Collected data
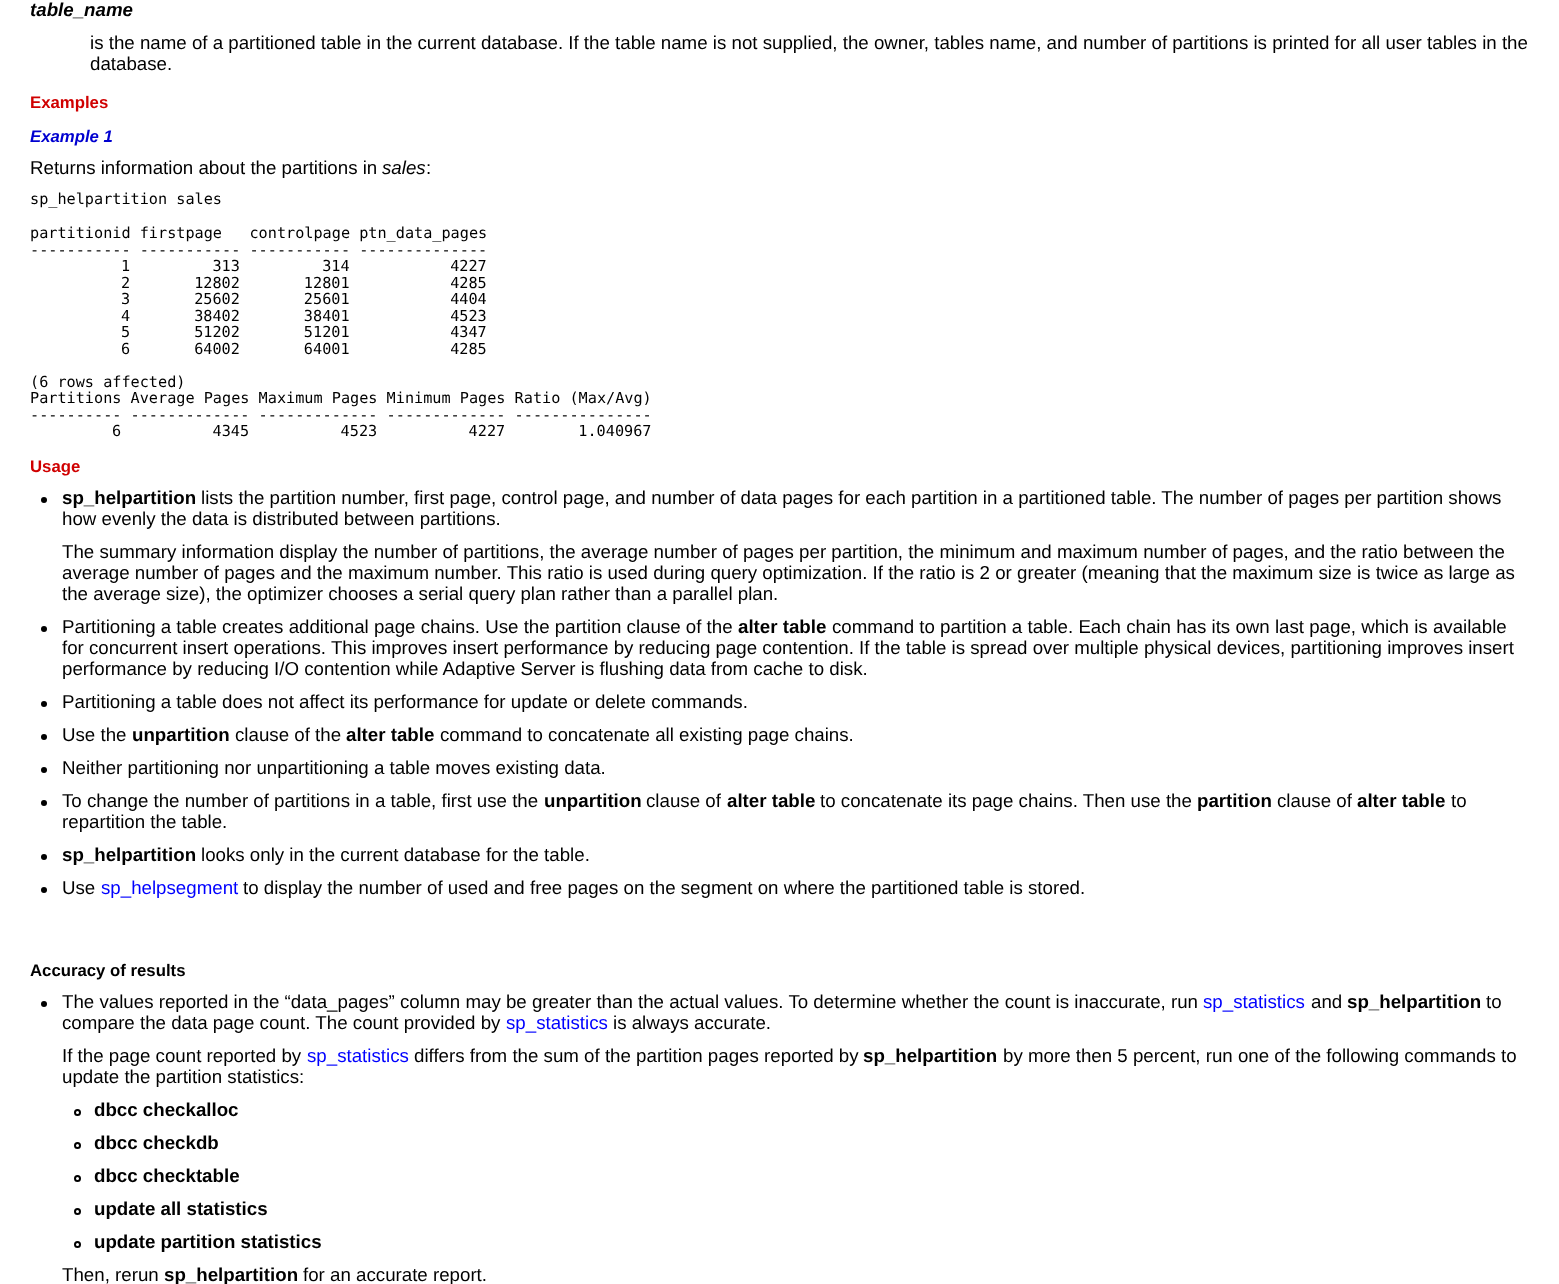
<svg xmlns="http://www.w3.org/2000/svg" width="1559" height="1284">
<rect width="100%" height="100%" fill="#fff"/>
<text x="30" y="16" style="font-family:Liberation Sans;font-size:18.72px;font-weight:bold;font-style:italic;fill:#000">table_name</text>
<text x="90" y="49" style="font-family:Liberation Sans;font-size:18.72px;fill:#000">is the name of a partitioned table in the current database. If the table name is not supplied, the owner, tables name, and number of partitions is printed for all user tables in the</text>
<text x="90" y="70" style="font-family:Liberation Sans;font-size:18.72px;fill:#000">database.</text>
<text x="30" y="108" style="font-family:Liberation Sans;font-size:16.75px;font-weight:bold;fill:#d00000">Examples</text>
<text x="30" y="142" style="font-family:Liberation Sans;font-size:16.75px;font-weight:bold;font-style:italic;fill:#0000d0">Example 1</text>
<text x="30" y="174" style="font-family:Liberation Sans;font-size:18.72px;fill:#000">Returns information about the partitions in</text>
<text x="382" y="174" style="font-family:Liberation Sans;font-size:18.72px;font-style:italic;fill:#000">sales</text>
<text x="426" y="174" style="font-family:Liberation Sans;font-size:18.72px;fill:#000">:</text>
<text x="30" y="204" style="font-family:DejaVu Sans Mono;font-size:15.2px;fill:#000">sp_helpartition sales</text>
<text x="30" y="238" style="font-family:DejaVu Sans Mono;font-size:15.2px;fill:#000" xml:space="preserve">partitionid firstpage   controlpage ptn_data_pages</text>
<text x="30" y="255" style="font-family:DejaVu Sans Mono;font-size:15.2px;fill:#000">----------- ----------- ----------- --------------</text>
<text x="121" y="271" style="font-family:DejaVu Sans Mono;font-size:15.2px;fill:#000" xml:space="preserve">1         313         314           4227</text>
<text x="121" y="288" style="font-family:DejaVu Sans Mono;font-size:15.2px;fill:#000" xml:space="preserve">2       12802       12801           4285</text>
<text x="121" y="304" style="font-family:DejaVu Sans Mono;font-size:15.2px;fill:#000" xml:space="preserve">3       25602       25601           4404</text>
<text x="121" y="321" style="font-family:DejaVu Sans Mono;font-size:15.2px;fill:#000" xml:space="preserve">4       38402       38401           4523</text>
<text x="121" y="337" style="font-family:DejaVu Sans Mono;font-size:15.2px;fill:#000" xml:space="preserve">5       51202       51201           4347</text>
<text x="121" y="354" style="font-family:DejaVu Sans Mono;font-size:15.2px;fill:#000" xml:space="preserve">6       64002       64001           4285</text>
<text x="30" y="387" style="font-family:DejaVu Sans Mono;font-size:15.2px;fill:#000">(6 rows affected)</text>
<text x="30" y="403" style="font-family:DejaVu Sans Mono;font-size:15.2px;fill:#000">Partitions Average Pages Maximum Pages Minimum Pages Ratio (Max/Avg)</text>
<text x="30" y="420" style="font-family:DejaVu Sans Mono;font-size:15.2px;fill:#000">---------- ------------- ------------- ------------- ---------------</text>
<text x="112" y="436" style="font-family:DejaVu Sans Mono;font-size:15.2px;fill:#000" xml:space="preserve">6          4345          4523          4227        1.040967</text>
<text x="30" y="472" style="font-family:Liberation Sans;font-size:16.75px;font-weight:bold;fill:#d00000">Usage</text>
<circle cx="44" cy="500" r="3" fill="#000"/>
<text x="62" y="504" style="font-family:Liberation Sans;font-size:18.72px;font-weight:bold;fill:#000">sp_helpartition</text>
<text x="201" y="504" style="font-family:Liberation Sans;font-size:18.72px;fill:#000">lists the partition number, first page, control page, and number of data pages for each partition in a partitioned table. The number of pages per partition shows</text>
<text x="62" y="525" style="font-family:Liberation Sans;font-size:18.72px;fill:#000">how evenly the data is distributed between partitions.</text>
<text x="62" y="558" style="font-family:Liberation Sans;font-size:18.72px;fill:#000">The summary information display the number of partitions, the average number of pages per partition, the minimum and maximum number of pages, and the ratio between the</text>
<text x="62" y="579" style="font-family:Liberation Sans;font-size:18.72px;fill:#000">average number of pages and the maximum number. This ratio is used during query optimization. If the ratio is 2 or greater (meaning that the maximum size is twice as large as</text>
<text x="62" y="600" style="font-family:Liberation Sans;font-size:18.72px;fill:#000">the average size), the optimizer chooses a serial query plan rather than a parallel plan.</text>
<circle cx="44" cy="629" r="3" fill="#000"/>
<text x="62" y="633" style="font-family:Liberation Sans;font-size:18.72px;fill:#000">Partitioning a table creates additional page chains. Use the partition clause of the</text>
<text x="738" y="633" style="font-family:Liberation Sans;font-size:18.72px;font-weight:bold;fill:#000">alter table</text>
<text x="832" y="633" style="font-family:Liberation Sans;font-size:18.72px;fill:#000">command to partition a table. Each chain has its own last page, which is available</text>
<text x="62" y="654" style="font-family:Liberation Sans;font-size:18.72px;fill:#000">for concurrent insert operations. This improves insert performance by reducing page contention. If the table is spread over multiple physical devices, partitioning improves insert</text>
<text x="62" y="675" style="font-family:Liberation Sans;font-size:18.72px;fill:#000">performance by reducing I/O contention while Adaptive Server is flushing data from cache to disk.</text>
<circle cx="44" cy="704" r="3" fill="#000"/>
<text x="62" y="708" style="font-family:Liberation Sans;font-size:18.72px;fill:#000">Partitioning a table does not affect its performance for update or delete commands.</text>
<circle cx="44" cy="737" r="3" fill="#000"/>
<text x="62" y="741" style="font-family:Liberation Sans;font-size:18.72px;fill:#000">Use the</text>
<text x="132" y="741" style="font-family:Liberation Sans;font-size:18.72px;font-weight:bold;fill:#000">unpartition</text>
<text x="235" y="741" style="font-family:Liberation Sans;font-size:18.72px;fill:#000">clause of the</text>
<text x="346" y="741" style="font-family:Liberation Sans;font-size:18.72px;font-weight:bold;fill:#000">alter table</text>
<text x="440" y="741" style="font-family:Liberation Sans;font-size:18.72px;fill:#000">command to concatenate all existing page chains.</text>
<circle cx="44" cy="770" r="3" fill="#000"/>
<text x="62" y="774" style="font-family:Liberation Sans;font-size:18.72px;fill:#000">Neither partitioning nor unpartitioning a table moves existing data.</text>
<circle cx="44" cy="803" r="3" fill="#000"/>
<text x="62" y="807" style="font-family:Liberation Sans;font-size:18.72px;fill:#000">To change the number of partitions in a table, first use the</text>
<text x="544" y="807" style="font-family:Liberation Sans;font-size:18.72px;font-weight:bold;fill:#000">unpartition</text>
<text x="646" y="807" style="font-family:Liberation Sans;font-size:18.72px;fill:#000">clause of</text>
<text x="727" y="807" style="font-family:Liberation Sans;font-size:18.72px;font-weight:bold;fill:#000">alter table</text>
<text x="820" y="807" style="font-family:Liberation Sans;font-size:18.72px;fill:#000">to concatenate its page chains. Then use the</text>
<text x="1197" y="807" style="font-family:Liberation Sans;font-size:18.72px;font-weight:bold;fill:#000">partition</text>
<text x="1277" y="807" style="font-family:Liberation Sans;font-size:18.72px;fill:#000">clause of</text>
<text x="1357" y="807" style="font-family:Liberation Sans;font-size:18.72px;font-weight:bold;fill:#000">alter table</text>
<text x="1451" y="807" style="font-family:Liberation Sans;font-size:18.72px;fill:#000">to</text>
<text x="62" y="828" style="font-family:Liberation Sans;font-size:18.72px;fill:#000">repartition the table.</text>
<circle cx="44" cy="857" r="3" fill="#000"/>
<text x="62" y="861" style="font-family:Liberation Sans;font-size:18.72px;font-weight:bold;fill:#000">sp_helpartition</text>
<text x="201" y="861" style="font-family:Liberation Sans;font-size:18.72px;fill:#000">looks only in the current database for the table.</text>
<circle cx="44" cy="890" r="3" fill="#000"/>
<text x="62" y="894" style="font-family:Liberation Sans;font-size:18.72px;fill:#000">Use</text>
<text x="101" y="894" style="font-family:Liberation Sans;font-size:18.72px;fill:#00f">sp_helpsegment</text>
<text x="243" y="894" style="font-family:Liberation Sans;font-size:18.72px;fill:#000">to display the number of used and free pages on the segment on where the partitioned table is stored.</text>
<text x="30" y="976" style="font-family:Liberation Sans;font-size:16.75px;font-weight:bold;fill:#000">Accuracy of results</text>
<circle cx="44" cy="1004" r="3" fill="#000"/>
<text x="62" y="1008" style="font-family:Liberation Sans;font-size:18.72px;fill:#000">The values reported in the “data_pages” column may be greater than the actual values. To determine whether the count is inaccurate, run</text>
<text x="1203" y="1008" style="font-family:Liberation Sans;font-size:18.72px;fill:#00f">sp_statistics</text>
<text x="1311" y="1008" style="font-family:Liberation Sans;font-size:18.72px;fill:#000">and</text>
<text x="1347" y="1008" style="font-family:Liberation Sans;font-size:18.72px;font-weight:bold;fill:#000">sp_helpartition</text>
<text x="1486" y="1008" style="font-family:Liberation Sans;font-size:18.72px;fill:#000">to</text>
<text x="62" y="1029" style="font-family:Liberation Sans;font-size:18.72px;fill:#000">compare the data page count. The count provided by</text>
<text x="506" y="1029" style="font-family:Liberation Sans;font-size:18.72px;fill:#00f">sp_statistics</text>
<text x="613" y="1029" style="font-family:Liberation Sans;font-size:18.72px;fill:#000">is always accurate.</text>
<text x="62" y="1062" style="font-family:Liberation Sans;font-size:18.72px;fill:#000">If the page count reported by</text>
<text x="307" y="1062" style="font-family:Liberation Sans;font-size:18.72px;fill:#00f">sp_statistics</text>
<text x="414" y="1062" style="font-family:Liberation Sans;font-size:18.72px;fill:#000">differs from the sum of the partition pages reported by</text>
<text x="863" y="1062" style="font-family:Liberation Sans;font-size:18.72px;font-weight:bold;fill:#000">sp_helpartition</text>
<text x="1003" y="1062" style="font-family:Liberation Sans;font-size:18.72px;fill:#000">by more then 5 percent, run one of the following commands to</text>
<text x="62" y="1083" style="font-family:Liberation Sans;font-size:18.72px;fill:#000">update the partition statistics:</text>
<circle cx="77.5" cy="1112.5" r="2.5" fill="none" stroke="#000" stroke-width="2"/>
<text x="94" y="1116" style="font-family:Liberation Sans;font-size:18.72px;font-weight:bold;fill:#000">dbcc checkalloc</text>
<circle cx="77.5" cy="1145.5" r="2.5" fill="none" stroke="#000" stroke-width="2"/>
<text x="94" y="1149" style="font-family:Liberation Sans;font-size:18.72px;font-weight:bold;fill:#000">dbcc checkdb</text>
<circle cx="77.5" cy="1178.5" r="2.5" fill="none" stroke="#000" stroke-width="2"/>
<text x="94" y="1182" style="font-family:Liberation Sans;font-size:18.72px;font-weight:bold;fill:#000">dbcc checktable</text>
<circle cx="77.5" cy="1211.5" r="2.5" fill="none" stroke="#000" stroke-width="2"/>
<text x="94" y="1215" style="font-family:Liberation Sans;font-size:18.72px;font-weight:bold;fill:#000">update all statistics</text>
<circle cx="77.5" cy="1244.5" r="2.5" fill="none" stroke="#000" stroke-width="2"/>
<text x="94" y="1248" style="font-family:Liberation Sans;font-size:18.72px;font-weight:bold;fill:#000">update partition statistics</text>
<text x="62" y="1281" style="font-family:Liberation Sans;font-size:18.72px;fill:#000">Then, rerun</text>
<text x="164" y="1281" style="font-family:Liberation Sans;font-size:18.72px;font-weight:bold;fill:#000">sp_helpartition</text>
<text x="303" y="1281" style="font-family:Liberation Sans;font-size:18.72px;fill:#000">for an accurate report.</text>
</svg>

**Problem details:** For each line above that includes the word "width", make a copy of that line.

**Finished exercise:**
<svg xmlns="http://www.w3.org/2000/svg" width="1559" height="1284">
<rect width="100%" height="100%" fill="#fff"/>
<circle cx="77.5" cy="1112.5" r="2.5" fill="none" stroke="#000" stroke-width="2"/>
<circle cx="77.5" cy="1145.5" r="2.5" fill="none" stroke="#000" stroke-width="2"/>
<circle cx="77.5" cy="1178.5" r="2.5" fill="none" stroke="#000" stroke-width="2"/>
<circle cx="77.5" cy="1211.5" r="2.5" fill="none" stroke="#000" stroke-width="2"/>
<circle cx="77.5" cy="1244.5" r="2.5" fill="none" stroke="#000" stroke-width="2"/>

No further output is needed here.